» SUPPLIED RECORDS:
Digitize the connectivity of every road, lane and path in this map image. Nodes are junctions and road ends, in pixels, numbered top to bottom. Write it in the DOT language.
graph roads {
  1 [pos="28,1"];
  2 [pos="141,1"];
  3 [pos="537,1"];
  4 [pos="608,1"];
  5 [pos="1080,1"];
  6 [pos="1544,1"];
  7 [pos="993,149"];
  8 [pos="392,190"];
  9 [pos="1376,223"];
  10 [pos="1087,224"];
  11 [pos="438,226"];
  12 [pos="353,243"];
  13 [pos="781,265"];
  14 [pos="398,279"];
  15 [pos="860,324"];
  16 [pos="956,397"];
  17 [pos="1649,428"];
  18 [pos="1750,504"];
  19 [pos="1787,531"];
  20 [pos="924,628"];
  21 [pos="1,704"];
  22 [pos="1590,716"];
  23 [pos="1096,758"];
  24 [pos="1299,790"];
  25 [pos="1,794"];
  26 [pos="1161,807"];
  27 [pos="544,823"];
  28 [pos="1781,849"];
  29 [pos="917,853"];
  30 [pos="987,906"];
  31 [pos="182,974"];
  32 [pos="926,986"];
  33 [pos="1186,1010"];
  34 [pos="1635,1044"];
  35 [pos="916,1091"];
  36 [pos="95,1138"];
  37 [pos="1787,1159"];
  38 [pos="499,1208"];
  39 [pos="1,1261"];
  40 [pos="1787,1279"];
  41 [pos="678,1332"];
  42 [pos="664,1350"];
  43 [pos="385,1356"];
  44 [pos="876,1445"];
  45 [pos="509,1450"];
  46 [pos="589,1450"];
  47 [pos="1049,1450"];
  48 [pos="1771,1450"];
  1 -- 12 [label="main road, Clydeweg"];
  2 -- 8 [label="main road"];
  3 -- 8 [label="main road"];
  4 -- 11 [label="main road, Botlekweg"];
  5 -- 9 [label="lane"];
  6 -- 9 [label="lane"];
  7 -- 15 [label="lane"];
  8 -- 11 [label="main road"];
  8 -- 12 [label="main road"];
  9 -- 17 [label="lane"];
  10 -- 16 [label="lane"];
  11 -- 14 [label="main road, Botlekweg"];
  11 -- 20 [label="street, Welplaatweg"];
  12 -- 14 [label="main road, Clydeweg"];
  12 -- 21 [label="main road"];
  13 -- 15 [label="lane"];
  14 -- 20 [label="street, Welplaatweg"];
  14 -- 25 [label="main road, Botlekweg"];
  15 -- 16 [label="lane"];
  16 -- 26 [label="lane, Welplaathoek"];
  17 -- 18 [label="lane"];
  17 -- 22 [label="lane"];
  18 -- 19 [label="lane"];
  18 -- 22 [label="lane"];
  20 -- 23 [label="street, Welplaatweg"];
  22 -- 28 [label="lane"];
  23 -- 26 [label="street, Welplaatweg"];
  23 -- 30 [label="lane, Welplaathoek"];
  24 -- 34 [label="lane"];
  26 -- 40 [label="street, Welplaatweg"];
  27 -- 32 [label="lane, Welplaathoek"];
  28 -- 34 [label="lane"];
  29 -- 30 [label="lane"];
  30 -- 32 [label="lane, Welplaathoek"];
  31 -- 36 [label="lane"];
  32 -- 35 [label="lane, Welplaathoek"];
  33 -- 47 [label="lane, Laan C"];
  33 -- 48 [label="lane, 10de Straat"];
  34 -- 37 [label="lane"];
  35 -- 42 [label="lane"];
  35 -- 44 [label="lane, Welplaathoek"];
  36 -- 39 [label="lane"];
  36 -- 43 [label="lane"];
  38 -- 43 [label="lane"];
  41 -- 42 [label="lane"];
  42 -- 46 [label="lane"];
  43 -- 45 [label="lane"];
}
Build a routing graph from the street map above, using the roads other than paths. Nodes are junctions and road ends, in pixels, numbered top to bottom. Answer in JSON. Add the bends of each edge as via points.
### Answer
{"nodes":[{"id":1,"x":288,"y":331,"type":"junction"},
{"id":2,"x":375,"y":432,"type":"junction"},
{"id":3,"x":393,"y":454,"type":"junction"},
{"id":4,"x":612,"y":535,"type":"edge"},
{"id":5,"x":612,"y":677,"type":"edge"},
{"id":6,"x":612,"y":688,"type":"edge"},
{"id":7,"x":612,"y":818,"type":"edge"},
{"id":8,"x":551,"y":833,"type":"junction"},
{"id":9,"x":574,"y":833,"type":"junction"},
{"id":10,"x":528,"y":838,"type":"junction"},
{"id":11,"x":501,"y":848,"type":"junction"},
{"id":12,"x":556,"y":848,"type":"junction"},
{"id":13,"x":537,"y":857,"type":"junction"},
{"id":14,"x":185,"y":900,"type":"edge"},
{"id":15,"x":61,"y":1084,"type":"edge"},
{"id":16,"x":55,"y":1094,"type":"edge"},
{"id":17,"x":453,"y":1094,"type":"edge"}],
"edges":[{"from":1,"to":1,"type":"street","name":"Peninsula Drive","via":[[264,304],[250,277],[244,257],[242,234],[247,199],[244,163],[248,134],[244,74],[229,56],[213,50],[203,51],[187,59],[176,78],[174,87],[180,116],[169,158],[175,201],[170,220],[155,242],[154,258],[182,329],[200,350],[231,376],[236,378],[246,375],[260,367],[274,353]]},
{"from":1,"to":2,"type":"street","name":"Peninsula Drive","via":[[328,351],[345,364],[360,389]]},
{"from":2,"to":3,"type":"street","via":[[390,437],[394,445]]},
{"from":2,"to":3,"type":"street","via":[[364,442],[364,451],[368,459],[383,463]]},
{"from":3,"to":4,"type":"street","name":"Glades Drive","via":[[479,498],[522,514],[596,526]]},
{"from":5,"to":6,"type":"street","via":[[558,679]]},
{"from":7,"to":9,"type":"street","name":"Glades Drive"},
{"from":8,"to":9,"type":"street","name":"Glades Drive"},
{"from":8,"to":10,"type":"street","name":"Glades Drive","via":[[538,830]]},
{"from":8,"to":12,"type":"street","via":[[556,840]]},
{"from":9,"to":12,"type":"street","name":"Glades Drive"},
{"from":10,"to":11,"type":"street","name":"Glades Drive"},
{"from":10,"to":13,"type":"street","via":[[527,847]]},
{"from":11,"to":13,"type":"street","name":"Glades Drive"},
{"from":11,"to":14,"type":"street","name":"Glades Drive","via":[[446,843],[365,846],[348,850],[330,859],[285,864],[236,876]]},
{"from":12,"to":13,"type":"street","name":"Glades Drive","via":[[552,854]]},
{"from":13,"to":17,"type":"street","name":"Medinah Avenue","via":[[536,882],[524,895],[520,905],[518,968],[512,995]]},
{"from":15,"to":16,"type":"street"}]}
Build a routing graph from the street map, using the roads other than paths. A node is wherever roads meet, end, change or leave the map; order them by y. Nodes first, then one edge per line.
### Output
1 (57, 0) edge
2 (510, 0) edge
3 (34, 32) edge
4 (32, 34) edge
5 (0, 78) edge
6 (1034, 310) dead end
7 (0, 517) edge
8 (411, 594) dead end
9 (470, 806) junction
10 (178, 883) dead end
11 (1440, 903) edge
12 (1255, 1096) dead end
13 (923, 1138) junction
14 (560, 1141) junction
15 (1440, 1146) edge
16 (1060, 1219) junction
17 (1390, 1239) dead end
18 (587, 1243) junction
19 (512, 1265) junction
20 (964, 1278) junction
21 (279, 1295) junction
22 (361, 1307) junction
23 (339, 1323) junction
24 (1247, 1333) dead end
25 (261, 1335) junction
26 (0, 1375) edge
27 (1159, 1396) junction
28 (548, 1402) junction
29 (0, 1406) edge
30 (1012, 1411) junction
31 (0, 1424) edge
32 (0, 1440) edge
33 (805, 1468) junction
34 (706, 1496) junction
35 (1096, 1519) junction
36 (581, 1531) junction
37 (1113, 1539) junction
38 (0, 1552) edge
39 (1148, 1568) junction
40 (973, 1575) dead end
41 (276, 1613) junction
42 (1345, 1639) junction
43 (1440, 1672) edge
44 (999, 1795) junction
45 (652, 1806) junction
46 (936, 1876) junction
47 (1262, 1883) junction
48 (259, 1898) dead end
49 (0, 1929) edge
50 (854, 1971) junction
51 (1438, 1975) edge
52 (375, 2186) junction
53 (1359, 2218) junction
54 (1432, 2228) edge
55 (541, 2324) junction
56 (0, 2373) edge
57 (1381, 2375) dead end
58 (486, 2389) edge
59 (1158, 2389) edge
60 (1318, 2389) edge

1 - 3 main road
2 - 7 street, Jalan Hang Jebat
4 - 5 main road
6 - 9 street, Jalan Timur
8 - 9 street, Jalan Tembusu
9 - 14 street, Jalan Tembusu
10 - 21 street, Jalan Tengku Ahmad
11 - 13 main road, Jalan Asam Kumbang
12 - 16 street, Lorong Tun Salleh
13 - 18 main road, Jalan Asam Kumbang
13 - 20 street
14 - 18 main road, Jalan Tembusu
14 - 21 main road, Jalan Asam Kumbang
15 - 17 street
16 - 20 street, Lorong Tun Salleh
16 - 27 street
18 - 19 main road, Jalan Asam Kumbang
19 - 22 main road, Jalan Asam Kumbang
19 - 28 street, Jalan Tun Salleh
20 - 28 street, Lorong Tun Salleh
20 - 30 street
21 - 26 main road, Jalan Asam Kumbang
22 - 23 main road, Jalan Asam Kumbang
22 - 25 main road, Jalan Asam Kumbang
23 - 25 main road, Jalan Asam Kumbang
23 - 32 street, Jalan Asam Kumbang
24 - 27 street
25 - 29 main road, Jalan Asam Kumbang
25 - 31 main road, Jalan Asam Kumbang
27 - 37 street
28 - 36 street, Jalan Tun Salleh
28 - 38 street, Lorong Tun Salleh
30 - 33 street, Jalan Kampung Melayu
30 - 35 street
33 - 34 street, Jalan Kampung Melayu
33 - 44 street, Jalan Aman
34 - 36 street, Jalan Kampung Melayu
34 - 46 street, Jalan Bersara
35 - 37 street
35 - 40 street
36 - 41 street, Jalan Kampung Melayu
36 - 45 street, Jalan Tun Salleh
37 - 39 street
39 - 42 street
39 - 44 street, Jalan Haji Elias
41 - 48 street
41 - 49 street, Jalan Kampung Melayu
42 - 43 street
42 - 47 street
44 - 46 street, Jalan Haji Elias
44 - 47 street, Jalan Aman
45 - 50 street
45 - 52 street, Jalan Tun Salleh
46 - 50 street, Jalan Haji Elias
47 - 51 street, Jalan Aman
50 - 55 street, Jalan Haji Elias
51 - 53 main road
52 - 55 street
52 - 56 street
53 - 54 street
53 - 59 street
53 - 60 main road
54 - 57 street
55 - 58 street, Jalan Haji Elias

» INSTRUCTIONS FOR THE TASK: Gather up, from the records above, each line where the word "Kumbang" appears.

» ANSWER BOX:
11 - 13 main road, Jalan Asam Kumbang
13 - 18 main road, Jalan Asam Kumbang
14 - 21 main road, Jalan Asam Kumbang
18 - 19 main road, Jalan Asam Kumbang
19 - 22 main road, Jalan Asam Kumbang
21 - 26 main road, Jalan Asam Kumbang
22 - 23 main road, Jalan Asam Kumbang
22 - 25 main road, Jalan Asam Kumbang
23 - 25 main road, Jalan Asam Kumbang
23 - 32 street, Jalan Asam Kumbang
25 - 29 main road, Jalan Asam Kumbang
25 - 31 main road, Jalan Asam Kumbang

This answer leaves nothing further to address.